§ Problem:
Establish how many lines in the records below include the word "down"; respond with that number only.

§ Input data:
┄┄┄┄┄┄┄┄┄┄

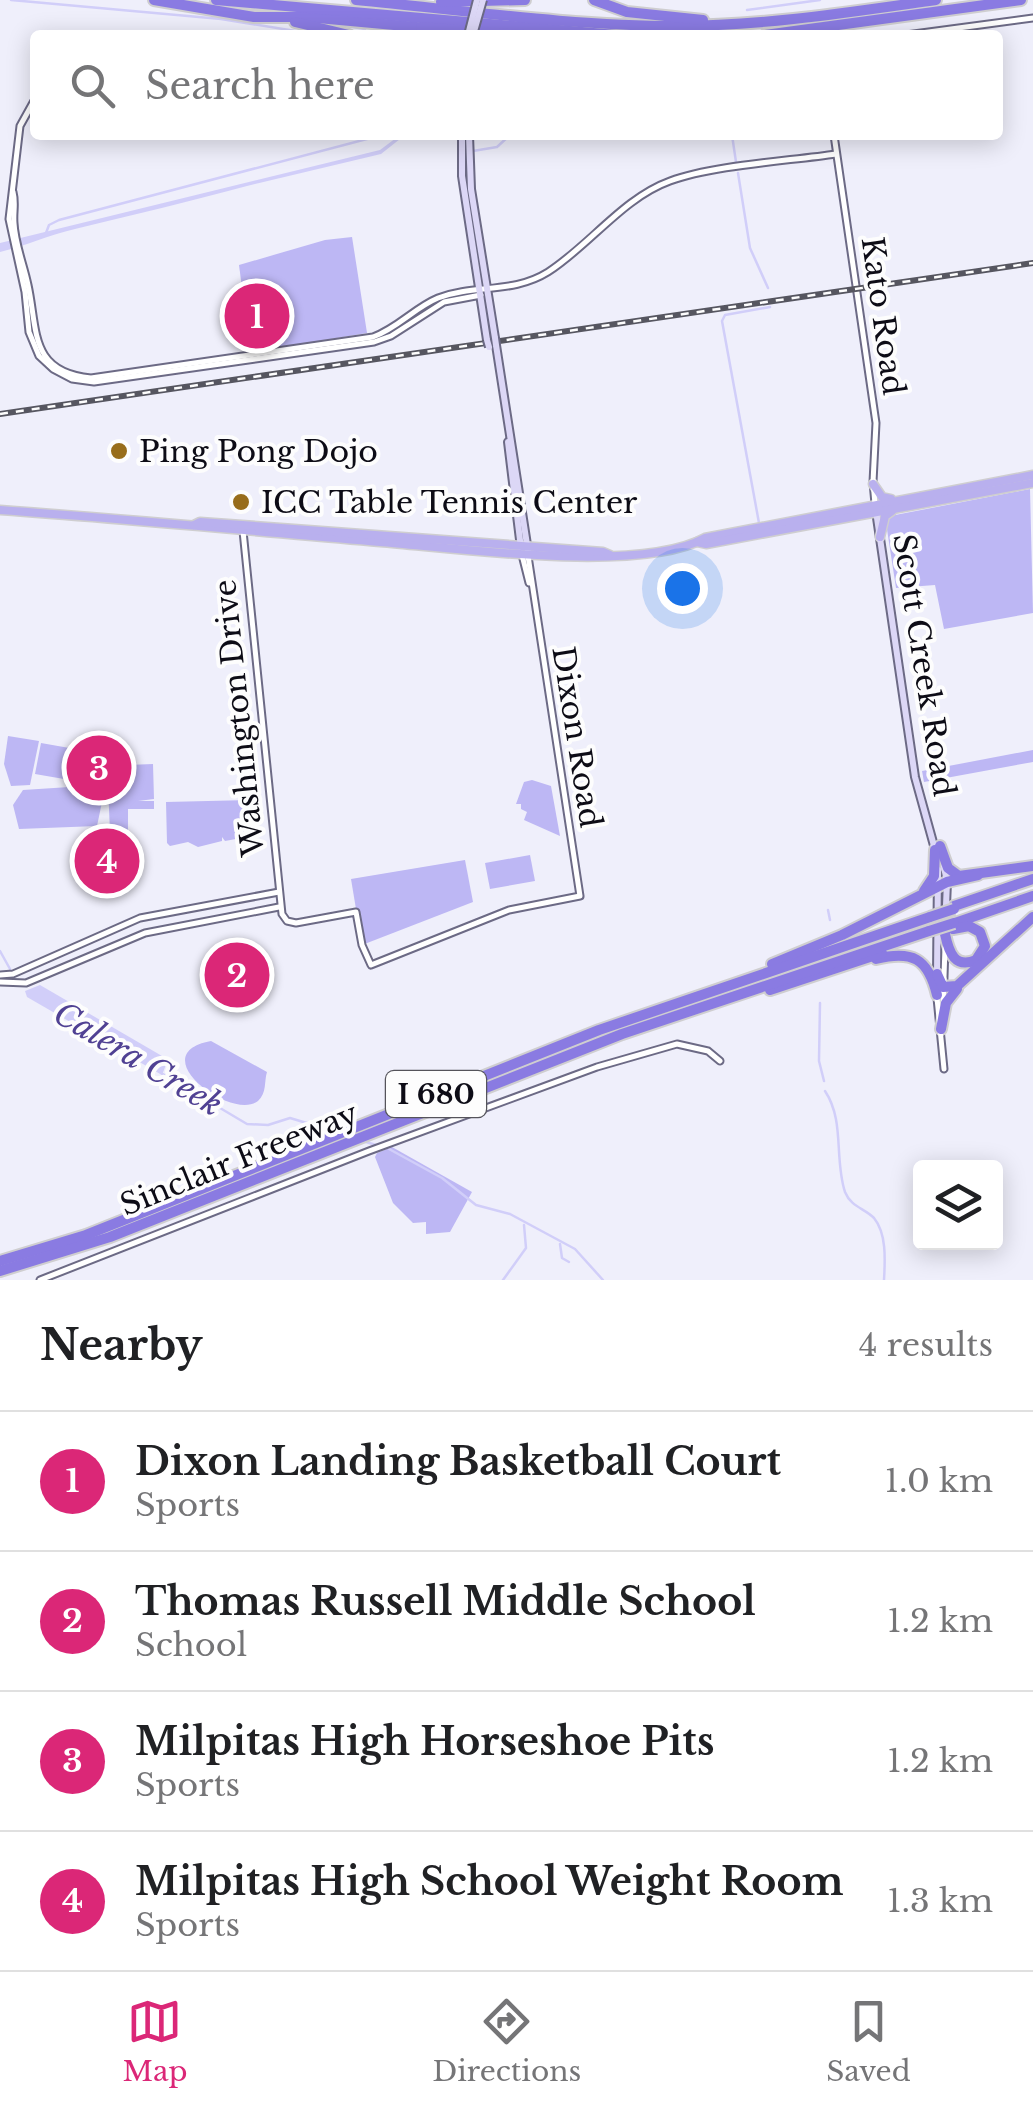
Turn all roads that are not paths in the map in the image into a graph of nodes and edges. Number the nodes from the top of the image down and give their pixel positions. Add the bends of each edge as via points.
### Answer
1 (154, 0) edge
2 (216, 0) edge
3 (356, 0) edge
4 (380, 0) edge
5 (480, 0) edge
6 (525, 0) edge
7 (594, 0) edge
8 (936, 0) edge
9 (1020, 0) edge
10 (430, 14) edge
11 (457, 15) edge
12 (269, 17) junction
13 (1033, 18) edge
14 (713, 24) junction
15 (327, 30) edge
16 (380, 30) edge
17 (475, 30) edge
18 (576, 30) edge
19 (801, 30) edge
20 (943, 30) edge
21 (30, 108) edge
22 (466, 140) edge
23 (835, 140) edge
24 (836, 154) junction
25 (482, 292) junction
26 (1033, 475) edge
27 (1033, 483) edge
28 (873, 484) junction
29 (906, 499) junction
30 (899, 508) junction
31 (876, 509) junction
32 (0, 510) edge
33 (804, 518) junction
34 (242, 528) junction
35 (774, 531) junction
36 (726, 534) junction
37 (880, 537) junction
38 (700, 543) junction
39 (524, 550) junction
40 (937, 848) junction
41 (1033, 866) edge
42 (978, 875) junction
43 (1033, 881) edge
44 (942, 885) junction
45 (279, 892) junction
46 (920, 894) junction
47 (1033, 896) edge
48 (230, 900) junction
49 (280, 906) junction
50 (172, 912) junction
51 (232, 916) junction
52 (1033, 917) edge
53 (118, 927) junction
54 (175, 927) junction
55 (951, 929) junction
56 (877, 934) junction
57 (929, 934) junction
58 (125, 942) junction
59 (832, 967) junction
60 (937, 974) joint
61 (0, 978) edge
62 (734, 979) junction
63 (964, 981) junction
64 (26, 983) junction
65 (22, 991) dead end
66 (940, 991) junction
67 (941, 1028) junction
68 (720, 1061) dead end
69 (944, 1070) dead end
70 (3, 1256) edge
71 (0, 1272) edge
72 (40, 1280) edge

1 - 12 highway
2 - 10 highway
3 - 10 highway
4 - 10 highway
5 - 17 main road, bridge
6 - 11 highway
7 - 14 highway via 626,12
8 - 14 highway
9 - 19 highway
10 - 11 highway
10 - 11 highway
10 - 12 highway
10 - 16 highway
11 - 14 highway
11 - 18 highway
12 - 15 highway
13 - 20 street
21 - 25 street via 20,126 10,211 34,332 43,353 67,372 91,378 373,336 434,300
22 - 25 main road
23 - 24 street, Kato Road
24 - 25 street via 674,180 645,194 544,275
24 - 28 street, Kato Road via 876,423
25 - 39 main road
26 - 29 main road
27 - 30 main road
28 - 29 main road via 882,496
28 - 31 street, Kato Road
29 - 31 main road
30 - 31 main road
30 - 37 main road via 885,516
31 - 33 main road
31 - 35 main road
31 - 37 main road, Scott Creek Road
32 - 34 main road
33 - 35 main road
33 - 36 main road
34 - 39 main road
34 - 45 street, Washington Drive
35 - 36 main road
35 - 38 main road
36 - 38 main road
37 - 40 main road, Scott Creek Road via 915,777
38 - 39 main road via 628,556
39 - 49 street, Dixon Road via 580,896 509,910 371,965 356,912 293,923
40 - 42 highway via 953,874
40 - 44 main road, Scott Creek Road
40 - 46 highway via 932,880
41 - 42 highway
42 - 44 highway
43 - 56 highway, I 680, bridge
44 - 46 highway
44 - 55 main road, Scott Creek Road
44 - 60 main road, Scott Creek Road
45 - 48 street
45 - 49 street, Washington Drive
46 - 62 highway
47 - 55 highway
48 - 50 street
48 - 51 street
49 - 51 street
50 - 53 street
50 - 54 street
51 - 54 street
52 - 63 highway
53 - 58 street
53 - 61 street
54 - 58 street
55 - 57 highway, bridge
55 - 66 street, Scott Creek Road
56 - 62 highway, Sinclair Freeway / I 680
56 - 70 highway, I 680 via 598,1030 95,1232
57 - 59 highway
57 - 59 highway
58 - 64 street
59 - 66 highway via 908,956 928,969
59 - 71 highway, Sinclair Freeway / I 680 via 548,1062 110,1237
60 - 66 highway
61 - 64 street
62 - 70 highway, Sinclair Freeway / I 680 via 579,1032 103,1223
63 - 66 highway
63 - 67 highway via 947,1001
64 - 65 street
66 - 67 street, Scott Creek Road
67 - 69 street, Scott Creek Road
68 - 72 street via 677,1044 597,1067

┄┄┄┄┄┄┄┄┄┄

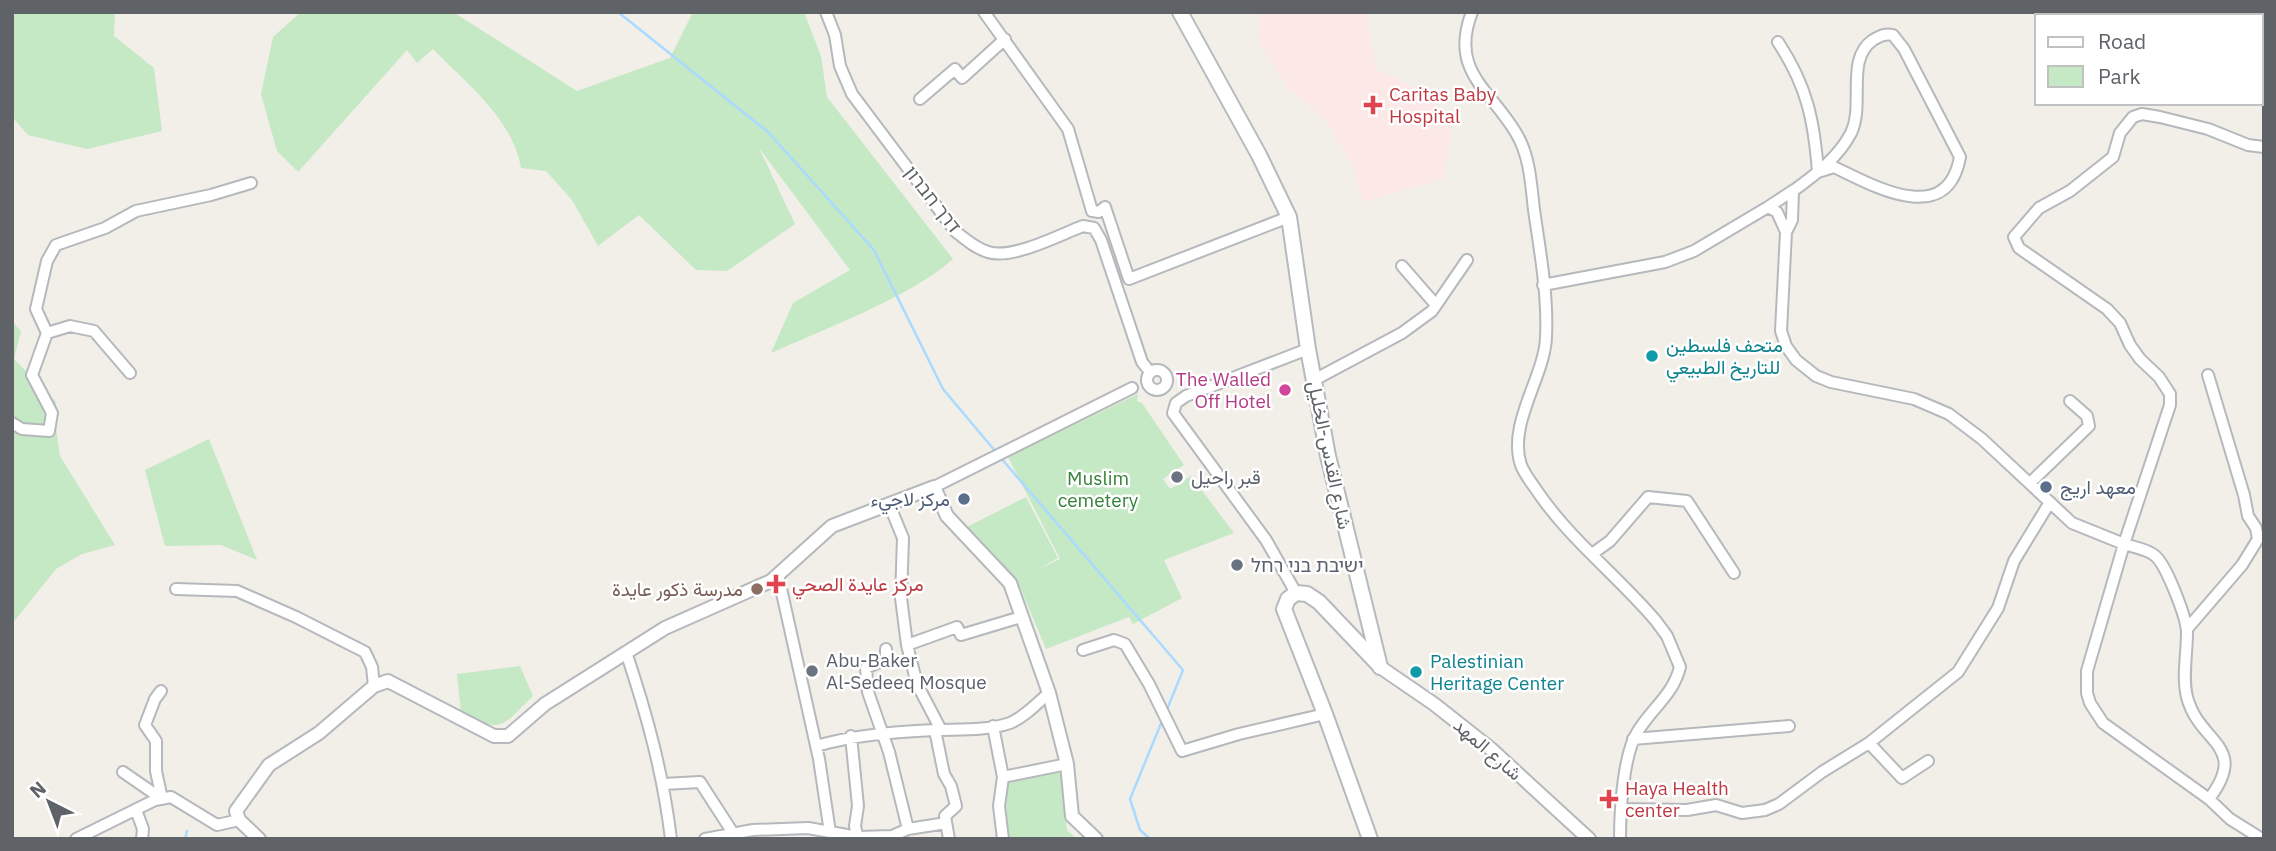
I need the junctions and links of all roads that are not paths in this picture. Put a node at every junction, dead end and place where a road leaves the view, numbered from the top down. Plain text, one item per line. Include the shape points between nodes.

┄┄┄┄┄┄┄┄┄┄

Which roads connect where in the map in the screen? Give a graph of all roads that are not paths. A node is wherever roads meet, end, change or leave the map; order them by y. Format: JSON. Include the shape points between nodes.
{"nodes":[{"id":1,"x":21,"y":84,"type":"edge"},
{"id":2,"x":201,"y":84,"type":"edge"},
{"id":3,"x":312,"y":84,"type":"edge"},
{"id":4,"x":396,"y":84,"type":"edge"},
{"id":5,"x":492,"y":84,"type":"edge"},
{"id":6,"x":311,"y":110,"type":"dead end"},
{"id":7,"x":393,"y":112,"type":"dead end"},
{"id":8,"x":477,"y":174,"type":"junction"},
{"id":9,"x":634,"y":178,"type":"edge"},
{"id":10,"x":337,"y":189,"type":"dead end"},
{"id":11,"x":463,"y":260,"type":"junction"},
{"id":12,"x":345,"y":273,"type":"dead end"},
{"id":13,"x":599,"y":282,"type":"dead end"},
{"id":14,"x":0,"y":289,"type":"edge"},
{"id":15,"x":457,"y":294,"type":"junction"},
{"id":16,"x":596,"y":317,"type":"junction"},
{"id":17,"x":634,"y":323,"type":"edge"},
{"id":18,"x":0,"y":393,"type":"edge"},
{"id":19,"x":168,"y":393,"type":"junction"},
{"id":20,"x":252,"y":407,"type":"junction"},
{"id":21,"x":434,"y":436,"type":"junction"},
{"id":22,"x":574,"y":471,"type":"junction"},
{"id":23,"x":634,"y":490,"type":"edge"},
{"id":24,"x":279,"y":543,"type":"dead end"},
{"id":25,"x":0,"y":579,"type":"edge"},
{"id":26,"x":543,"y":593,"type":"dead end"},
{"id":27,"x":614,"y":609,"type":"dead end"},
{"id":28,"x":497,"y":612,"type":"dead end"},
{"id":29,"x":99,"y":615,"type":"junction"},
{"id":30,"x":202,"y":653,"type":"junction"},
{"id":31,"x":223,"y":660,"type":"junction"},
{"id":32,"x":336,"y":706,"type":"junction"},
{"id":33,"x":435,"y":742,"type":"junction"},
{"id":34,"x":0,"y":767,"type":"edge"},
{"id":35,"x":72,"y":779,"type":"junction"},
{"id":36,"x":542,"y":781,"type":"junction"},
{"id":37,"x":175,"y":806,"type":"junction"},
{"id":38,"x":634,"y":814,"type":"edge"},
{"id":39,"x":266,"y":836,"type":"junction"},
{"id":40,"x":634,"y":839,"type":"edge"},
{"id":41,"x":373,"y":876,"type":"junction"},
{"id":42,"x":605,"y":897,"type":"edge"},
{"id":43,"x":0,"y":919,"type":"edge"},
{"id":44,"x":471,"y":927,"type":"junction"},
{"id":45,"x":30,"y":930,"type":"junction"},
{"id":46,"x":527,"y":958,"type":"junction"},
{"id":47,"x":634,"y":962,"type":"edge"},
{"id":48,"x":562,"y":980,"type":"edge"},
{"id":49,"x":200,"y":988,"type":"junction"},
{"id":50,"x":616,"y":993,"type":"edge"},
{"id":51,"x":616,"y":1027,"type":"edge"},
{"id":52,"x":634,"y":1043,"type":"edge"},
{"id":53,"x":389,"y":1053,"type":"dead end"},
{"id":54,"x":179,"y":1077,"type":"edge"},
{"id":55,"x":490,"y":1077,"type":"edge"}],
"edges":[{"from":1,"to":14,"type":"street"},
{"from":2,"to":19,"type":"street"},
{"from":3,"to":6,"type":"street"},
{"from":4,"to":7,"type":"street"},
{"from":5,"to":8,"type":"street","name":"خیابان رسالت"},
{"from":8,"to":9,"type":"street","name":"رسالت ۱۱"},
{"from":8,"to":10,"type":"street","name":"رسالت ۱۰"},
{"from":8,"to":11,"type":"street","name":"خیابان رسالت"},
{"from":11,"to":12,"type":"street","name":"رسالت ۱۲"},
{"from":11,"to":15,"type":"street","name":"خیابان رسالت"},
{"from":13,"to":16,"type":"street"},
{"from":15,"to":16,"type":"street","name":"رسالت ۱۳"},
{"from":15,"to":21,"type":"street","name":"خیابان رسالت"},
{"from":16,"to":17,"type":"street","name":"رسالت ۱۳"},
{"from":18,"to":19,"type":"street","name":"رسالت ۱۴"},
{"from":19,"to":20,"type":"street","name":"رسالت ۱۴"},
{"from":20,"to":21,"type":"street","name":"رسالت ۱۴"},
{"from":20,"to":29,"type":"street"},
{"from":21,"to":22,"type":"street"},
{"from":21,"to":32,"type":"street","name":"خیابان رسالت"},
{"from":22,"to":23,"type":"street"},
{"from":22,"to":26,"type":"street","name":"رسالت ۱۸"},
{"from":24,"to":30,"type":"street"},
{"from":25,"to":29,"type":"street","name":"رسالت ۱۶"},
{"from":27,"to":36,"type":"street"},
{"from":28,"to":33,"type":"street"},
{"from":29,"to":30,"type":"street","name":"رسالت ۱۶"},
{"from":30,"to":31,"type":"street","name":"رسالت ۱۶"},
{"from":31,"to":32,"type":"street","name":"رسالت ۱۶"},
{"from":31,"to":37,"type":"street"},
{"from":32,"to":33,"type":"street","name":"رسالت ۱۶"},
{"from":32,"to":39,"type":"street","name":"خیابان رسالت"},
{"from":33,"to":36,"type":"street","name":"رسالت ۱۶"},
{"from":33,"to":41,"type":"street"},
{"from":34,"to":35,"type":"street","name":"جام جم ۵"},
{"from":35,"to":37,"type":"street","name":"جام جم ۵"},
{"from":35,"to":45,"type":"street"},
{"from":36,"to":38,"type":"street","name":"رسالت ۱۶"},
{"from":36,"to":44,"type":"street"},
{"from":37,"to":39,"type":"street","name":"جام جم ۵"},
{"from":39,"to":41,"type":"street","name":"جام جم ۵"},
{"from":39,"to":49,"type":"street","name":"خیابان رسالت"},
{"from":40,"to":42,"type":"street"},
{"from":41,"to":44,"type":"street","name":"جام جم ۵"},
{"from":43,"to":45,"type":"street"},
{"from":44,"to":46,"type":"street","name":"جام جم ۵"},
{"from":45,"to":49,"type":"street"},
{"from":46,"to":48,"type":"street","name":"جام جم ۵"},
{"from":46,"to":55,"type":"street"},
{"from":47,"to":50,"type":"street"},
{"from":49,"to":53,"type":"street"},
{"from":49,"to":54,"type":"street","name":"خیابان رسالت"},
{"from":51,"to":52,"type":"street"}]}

┄┄┄┄┄┄┄┄┄┄

§ Response:
2